Islam, like tribalism, prizes male virtues and suppresses women. It supports all insiders and despises all outsiders. It's a warrior religion, a religion of the sword. In that way too it mirrors tribalism exactly.

ISLAM IS TRIBALISM ON STEROIDS
Islam is tribalism on steroids. It takes tribalism to the next level. It creates a super-tribe that allows each individual tribal society to move to a global level. For instance, if you're a tribe in a valley in Afghanistan, or you're in Anbar province in Iraq, or in Arabia or in Palestine, Islam gives you this super-tribe to which you can belong that's global in scope, but yet keeps all the tribal values and all the virtues the tribesman prize.

The other thing that Islam brings to tribalism that's kind of dangerous for us in the West and makes it inflammatory is Islam brings an expansionist dimension to tribalism. Tribes, traditionally, were stay at home fighters. They were at their best defending home turf against an invader. Islam adds a convert-the-unbelievers aspect to tribalism. In other words, it's not enough to just believe in your own little area, or to be what you are in your own little area. It's an obligation to convert the unbelievers and bring them into the fold. So that creates this expansionist, imperialist dimension that is very inflammatory in the world today.

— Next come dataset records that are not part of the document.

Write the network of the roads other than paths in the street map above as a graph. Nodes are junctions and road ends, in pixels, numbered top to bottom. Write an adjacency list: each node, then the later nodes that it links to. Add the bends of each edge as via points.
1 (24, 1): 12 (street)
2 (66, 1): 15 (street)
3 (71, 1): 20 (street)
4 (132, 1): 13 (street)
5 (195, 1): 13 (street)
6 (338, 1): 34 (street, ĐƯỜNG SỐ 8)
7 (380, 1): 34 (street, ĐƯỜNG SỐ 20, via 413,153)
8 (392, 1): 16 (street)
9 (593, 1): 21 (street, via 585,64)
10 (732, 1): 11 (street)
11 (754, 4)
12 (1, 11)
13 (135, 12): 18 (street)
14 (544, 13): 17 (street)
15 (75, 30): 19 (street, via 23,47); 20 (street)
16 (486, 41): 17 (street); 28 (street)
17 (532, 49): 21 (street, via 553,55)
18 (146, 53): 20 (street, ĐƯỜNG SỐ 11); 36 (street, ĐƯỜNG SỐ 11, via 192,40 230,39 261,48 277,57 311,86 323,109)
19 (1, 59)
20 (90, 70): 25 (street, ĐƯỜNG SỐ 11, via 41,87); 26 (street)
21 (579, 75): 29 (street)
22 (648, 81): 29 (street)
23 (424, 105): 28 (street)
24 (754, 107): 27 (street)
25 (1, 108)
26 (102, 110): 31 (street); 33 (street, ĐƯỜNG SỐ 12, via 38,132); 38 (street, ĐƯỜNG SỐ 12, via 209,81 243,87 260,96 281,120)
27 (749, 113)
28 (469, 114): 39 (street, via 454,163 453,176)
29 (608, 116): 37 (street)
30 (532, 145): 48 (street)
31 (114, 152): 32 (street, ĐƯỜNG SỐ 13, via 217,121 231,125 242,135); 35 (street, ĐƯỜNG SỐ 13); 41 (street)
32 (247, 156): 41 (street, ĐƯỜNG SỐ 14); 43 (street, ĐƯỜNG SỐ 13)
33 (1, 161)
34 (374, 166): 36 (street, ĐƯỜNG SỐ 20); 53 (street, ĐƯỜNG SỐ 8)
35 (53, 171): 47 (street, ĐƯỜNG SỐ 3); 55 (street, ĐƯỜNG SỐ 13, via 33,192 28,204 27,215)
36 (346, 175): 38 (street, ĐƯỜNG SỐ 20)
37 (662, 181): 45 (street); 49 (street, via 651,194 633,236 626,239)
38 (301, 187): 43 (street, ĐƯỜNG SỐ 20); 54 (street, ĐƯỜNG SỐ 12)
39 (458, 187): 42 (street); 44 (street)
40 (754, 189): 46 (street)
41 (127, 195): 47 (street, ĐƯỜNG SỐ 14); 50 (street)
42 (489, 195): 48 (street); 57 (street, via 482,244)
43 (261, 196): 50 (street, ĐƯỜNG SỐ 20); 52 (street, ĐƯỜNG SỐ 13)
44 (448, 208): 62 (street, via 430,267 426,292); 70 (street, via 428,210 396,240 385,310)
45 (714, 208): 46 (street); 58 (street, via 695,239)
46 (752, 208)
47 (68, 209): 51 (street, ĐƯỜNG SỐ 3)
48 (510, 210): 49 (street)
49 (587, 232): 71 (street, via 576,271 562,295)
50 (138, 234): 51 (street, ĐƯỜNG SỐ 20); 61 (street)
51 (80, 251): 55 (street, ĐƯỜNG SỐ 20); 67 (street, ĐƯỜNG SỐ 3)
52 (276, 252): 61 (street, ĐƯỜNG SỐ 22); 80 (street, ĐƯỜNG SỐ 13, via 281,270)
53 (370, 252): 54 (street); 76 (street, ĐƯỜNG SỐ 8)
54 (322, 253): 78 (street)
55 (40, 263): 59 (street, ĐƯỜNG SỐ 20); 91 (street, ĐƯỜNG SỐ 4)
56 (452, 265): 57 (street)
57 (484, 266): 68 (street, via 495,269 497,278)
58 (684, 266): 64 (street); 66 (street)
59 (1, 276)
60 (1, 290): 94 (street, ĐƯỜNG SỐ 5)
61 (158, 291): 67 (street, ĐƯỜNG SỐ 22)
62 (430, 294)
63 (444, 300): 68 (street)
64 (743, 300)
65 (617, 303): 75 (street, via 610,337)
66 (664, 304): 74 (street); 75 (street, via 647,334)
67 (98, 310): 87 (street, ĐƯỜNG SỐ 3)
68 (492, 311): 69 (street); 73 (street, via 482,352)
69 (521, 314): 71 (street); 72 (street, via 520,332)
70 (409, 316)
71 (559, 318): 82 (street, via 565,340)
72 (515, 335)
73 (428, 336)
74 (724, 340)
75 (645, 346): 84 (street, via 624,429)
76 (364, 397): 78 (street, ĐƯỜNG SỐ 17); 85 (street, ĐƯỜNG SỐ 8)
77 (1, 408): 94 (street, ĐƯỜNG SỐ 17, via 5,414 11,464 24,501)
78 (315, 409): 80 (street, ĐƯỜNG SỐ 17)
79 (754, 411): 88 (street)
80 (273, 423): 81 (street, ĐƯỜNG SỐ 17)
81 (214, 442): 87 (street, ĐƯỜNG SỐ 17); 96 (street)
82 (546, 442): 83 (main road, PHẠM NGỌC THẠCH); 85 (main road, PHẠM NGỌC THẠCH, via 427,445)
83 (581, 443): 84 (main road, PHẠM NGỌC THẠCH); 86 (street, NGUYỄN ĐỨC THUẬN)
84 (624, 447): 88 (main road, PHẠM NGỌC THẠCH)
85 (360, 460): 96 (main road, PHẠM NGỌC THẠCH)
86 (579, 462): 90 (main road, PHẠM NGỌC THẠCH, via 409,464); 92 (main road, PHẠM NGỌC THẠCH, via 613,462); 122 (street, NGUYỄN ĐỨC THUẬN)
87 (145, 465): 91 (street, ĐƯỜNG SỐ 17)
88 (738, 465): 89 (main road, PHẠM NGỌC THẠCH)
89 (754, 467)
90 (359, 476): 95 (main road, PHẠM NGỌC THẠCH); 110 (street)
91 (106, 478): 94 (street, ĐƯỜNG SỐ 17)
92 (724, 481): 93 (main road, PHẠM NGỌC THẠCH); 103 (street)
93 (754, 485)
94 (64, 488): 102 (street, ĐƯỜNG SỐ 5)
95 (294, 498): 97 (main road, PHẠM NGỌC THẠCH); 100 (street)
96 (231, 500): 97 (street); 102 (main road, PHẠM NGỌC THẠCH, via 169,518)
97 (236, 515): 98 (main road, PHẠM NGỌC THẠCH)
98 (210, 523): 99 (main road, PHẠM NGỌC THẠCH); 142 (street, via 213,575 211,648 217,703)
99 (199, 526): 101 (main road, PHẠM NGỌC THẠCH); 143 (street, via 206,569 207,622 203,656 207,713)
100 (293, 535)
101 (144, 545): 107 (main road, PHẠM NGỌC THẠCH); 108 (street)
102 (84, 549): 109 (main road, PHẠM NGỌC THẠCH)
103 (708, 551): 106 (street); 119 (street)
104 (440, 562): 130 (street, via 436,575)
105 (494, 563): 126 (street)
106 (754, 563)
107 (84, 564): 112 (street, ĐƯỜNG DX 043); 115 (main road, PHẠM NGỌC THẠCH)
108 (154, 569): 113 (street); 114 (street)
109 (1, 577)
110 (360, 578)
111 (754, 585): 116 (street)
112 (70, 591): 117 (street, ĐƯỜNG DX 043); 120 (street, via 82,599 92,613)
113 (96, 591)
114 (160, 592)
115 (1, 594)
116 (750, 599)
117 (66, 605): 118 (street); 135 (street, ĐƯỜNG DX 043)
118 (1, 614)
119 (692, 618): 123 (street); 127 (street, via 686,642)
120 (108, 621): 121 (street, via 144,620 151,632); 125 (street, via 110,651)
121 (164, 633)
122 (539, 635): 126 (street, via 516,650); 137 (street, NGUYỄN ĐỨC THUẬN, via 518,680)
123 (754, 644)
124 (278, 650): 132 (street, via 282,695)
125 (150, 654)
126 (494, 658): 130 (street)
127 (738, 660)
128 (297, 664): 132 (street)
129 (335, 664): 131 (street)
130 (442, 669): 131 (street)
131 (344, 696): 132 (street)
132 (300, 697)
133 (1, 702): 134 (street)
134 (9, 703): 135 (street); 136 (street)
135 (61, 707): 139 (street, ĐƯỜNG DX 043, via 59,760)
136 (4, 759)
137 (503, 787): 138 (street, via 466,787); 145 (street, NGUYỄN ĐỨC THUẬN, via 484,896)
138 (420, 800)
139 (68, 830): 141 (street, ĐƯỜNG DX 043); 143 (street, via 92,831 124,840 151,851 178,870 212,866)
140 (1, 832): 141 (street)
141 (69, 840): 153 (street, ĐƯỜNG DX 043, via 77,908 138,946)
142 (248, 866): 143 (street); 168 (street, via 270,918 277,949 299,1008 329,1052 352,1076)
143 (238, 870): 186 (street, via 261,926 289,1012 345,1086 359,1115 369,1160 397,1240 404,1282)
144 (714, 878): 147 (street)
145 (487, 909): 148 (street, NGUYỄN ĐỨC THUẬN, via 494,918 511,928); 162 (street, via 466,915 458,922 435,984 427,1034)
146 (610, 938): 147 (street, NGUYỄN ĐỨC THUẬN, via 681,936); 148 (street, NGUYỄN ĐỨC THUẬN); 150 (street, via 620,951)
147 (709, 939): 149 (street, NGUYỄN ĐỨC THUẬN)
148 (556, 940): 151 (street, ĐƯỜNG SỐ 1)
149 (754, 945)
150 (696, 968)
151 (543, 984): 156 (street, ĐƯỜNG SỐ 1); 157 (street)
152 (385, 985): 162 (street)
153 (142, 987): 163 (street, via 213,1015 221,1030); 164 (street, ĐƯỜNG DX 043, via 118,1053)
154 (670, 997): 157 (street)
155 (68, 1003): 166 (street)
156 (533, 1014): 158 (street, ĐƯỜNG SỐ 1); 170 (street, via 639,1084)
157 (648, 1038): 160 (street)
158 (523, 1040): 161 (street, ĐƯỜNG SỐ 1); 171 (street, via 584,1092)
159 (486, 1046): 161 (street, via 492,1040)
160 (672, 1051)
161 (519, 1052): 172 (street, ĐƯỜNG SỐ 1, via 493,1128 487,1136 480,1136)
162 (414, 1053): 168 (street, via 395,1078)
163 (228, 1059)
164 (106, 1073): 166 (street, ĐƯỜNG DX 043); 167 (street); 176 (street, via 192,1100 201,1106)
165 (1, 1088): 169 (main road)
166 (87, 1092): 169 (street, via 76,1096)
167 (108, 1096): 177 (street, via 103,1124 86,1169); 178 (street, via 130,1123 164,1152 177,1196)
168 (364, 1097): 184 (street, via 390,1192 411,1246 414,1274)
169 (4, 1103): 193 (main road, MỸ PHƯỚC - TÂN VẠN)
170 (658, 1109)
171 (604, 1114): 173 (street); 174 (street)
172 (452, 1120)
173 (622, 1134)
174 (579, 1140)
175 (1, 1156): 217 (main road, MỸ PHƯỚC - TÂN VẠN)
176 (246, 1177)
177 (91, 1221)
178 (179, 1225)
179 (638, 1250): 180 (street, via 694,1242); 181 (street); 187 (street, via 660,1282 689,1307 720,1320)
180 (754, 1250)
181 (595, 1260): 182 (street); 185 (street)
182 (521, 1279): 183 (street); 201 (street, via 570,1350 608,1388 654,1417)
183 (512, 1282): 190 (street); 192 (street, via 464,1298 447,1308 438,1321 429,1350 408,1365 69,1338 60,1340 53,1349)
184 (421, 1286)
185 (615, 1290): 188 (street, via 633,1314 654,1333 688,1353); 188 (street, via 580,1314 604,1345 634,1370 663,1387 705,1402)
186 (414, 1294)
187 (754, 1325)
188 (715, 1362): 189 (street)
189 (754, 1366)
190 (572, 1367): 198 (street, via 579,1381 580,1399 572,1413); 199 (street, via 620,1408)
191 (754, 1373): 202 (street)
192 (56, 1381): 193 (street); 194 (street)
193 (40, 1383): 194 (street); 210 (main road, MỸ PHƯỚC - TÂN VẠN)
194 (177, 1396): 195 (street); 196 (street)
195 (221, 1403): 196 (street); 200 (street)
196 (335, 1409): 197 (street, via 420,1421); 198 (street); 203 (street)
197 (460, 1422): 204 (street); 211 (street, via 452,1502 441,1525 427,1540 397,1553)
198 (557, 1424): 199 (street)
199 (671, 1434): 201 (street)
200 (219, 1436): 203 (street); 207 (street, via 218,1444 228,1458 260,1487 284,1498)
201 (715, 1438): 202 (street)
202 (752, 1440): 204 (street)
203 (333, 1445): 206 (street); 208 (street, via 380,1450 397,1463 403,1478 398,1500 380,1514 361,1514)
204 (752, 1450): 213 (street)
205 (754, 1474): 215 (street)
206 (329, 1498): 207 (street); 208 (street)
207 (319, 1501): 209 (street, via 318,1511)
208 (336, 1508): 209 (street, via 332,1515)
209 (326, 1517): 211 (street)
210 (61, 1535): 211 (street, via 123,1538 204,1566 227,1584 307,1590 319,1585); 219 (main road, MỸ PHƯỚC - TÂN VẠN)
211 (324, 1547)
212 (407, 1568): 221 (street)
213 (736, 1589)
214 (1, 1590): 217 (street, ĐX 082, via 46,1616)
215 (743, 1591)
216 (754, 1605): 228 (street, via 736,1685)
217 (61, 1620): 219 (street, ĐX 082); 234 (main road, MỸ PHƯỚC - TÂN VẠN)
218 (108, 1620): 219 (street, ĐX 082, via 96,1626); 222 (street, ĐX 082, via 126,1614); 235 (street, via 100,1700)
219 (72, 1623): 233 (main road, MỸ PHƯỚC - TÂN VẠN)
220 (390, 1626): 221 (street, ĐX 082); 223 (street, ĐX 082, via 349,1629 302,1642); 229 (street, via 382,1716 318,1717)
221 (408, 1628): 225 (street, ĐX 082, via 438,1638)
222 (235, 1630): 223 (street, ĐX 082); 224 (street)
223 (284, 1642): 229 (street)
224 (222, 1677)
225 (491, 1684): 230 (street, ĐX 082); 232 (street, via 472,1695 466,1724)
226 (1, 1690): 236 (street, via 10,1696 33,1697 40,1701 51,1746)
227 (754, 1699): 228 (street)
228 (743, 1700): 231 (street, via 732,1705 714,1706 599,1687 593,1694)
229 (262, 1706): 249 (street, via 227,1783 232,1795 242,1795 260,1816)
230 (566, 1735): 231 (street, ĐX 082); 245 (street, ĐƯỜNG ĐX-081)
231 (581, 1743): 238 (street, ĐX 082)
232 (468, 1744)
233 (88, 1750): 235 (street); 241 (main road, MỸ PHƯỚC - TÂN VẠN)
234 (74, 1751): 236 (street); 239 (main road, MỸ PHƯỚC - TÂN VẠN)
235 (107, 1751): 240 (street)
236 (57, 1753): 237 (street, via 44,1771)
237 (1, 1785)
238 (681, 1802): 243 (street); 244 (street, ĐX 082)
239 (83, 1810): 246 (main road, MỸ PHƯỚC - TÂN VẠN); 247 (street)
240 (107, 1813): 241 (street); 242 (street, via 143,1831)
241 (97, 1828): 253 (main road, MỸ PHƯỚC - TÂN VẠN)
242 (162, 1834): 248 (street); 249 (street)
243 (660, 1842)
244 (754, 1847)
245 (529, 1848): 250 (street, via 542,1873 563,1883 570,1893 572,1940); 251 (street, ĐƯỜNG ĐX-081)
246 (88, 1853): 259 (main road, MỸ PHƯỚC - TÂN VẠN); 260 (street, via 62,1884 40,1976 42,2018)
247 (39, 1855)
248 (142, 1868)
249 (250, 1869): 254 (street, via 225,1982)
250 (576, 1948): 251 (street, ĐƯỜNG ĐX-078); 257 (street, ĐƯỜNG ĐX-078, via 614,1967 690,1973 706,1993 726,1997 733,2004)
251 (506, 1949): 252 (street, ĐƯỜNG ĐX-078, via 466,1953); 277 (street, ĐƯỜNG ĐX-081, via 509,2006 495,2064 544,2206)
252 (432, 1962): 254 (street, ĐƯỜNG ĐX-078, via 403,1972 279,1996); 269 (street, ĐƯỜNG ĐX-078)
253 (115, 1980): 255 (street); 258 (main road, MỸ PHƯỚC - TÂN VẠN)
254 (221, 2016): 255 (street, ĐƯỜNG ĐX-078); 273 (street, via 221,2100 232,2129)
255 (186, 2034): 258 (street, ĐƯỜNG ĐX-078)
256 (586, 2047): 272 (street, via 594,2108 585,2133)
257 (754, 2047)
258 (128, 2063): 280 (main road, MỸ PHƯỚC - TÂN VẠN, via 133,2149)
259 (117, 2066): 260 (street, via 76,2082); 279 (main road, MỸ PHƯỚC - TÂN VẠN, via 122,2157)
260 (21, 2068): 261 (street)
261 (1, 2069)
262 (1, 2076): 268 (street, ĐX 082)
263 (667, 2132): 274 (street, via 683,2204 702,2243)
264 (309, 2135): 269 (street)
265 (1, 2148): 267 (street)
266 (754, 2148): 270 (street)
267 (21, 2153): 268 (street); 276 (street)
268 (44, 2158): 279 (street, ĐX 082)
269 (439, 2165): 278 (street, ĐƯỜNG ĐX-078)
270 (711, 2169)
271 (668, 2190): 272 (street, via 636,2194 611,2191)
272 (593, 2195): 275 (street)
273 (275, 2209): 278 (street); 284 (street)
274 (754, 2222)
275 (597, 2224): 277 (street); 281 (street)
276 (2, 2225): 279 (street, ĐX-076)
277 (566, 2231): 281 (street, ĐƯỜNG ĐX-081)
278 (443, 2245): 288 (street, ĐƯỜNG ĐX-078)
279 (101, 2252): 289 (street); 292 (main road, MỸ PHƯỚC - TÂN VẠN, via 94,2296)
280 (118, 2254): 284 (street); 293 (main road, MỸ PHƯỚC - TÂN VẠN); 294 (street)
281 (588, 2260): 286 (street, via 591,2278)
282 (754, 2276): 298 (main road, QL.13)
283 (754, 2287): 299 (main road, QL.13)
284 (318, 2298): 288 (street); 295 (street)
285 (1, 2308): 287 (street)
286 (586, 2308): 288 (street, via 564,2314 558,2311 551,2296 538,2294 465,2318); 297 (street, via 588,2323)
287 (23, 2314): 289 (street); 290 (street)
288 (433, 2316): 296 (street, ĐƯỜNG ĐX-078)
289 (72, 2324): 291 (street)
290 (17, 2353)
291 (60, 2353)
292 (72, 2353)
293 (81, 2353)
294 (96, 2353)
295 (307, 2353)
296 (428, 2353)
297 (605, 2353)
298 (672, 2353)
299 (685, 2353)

THE ISLAMIC WARRIOR IS A TRIBAL WARRIOR
Think about Osama bin Laden. Now he is really a highly educated son of an incredibly wealthy man. He could very easily wear a Savile Row business suit and pull it off. But he chooses not to do that. He chooses to present himself to his audience wearing a beard and a shalwar kameez. And he's in a cave. Osama bin Laden is not stupid; he knows exactly what he's doing. What he is presenting to the tribal east is that image of the ancient, proud, traditional warrior. And that plays like gangbusters throughout tribal society in the east.